Your Bible shows that this will indeed happen. We would do well to remember Christ’s own words: “Every kingdom divided against itself is brought to desolation, and every city or house divided against itself will not stand” (Matthew 12:25). We would be wise to prepare for this eventuality.
An Ancient National Divide
By the 930s B.C., ancient Israel had enjoyed decades of prosperity and greatness under King David and his son Solomon. After Saul’s death, David had united the Hebrew tribes and subdued the Israelites’ enemies.
Taking advantage of problems plaguing the country’s larger neighbors, Solomon expanded the kingdom to the Euphrates River in the north, increasing Israel’s territory by more than 50 percent. Egypt and Mesopotamia, Israel’s most powerful rivals at the time, were experiencing power vacuums and internal turmoil.
The Egyptian pharaoh even gave his daughter to Solomon in marriage, “a concession almost without parallel in Egyptian history, since it was a candid admission to the world of Egypt’s weakness” (International Standard Bible Encyclopedia, Vol. 2, p. 915).

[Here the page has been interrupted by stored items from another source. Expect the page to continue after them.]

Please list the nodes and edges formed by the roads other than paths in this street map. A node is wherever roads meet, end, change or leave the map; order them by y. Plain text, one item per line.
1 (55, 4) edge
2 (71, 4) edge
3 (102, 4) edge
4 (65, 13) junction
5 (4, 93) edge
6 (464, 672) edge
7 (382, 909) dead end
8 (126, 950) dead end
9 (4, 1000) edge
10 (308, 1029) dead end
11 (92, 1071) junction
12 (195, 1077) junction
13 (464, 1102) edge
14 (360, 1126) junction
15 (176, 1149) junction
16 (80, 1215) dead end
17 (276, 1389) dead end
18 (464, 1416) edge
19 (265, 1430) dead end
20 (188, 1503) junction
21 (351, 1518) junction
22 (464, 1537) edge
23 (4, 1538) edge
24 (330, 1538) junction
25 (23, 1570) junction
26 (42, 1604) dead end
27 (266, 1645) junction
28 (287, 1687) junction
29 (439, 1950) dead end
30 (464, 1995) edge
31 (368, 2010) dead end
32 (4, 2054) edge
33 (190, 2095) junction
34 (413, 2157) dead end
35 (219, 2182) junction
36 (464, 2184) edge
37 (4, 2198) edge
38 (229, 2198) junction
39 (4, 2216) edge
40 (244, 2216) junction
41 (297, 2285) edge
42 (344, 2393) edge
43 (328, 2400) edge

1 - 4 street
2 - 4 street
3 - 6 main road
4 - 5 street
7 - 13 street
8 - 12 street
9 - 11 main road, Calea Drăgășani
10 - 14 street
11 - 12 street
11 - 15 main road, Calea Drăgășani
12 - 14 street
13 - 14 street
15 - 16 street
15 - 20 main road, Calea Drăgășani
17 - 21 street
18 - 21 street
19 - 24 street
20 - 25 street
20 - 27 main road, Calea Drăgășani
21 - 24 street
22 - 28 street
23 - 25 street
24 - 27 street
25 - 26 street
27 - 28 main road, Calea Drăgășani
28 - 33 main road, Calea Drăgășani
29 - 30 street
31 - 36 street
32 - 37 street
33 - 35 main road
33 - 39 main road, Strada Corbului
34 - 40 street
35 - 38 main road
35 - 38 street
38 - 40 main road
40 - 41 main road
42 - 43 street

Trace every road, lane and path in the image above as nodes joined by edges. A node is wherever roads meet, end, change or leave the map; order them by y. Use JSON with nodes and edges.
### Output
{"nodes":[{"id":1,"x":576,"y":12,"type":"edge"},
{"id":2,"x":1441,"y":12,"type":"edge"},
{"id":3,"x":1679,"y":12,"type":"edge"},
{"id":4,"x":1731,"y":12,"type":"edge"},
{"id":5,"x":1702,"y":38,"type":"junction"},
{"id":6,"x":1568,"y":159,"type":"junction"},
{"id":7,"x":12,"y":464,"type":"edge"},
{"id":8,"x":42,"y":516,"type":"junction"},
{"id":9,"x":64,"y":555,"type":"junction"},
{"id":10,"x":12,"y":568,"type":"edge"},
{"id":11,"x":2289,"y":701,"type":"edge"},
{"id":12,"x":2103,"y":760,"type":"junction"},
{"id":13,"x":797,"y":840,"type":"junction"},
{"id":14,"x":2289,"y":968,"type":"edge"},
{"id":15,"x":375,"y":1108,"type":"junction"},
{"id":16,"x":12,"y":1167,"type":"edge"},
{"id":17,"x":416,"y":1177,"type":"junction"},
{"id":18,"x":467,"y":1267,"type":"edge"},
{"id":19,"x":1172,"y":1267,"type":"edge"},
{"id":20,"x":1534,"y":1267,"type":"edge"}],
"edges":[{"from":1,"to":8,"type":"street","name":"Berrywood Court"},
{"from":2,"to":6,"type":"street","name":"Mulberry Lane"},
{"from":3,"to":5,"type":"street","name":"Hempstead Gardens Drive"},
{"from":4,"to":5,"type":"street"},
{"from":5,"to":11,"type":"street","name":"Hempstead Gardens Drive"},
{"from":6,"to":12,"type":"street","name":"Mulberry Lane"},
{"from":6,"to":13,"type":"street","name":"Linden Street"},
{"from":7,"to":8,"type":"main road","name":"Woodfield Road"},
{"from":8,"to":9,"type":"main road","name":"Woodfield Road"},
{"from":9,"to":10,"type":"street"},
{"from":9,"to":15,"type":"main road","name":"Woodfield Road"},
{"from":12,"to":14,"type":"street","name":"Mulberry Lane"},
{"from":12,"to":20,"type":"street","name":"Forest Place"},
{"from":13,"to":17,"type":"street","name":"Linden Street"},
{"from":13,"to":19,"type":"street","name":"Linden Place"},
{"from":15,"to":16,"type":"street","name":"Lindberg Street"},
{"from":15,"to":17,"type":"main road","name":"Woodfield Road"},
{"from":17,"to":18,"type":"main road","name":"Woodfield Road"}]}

In partnership with Hiram, the Phoenician king of Tyre, Solomon built a fleet of merchant ships that sailed unmolested through the Red Sea and the Mediterranean. In this powerful alliance, Israel under Solomon was the dominant partner.
But Solomon knew the source of his power and success: he looked to God, as his father David had. On becoming king, Solomon prayed for an extra measure of wisdom, knowledge and understanding to rule the nation (1 Kings 3:8-9; 2 Chronicles 1:8-12).
Solomon’s power, wealth and reputation for wisdom became known throughout the Middle East. Potentates came to seek his guidance and advice. The Queen of Sheba was one, wanting to “test him with hard questions . . . and when she came to Solomon, she spoke with him about all that was in her heart” (1 Kings 10:1-2).
Yet, despite Solomon’s affluence and understanding, this idyllic situation was not to last. The Bible records that he turned from God in his latter years, largely due to the influence of his hundreds of wives and concubines, many of them foreigners (1 Kings 11:3-4).
Israel entered into a downward spiral. Solomon began building altars and temples for his pagan wives and instituted the worship of their gods. As he turned from God, God began to turn His back on him, sending enemies to challenge him, as 1 Kings 11 records.
The most powerful and influential of these enemies was Jeroboam, a “mighty man of valor” whom Solomon had made overseer of much of his labor force. As the prophet Ahijah revealed, God would divide Solomon’s kingdom after his death, and Jeroboam would reign over 10 of the 12 tribes (1 Kings 11:29-32).
Ahijah’s prophecy was fulfilled. Jeroboam sought refuge from Solomon in Egypt. But shortly after Solomon’s death he returned. Now spokesman for the northern 10 tribes, he approached Solomon’s son and new king Rehoboam, asking that Israel’s tax load be lightened. But Rehoboam listened to his younger advisers, who counseled him to actually increase the tax load, and the northern tribes rebelled.
Israel’s reply to Rehoboam summed up the people’s frustration and anger: “What share have we in David? We have no inheritance in the son of Jesse. To your tents, O Israel! Now see to your own house, O David!” (1 Kings 12:16). The northern tribes revolted, leaving only Judah and Benjamin, the two southern tribes, along with many Levites who had no tribal territory, still under Davidic rule. Thus the most powerful nation in the Middle East at the time split.
Today, as we enter the third decade of the 21st century, America is still the world’s most powerful country. But we should ask: Do we see a rift developing that will tear it apart?